Как любой гость Венеции, Бомберг, несомненно, был впечатлен ее мозаичной спиралевидной структурой. Навеяна ли идея городом как таковым, с его паутиной каналов и островов, или же замкнутостью гетто, напоминающего микромир в более масштабном городском ландшафте, кажется, что вольно или невольно воображение печатника отобразило на бумаге лабиринтообразные очертания места, где он поселился. Стоит повернуть план Венеции, на котором изображено гетто, вертикально, и, словно видение во сне, возникает подобие страницы Талмуда с его свободными полями, искривленными или изломанными линиями. Отголоски уникального, ирреального полиса, который открывается каждому вновь прибывшему, наполняет книгу, наравне с городом трактующую Божественное творение: Талмуд раскрывает смысл Торы, становясь зеркальным отражением Венеции, раскрывающей смысл книги природы. Талмуд окружает учеными толкованиями слово, дарованное Моисею для народа его, – и так же огненно-воздушная Венеция окружена божественными землей и водой, которые заставляют мерцать ее пламенеющие дворцы, парящие между сушей и морем, под ответное дыхание восхищенного чтеца.

Г. К. Честертон однажды заметил, что Бог «достаточно силен» для однообразия. «Наверное, Он каждое утро говорит „еще!“ солнцу и каждый вечер – месяцу»[184]. В масштабе звезд и вселенной Божественная книга остается одновременно неповторимой и повторяющейся, и мы, примечания в ней, стараемся держаться первоисточника; так что если незримое и уникальное сердце Венеции вовеки будет обрамлено какофонией комментариев – географических и архитектурных, поэтических и художественных, политических и философских, то Талмуд (благодаря изобретению Гуттенберга) воспроизводит свой традиционный шлейф комментариев снова и снова, в новых и новых печатных экземплярах, в рисунке каждой страницы. А поскольку случайным этот рисунок не бывает, то и план Венеции, и компоновка Талмуда позволяют читателям поверять этой картографией интуицию своего ума и культурную память.

Каждый гость Венеции знает, что карты здесь бесполезны. Только постоянное соприкосновение с ее тротуарами и мостами, только ее campi[185] и мерцающие фасады, Арсенал, охраняемый каменными львами из различных эпох, – львами, которых наверняка видел Данте, – позволяют хоть в малой степени познать ее меандрическую целостность. Когда начинаешь постигать Венецию, погружаешься в нее до самозабвения: так же романтики говорили о самозабвенном погружении в книгу. Истинных знатоков Венеции можно вести по ней с завязанными глазами: они всегда скажут, где находятся, – узна́ют наощупь, по запахам или звукам, мысленным взором прочитывая город со всеми его изгибами и поворотами.

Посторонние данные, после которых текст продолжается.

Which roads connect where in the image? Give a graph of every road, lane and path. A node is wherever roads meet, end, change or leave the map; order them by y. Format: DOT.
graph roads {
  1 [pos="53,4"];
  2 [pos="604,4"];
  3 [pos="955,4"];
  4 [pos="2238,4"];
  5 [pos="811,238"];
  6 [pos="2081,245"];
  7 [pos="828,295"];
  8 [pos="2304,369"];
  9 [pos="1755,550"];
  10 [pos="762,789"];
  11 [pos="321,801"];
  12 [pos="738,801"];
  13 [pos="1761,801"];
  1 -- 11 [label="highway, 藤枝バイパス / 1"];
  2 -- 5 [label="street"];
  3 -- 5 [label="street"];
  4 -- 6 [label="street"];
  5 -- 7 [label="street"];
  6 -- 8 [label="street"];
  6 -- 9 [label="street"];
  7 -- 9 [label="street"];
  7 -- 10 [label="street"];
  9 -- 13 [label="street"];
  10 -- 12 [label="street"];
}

Талмуд тоже «не картографичен», и все же верный и мудрый читатель будет знать, что расположено на каждой странице, – в силу привычки или заучив их все наизусть. В иешиве существует испытание, которое называется Shas Pollak (Shas – сокращенное название «Талмуда» на иврите, от «шеша седарим», «шесть разделов»; Pollak – «польский»): Талмуд открывают наугад и кладут булавку на любое слово. Чтец, который проходит испытание, должен назвать слово, находящееся на том же месте на любой другой странице. После этого книгу протыкают булавкой до указанной страницы. Если это истинный книжник и «изучал Талмуд самозабвенно», а потому способен мысленно увидеть весь текст, ответ будет правильным. Призванный чтец Талмуда всегда знает, где окажется[186].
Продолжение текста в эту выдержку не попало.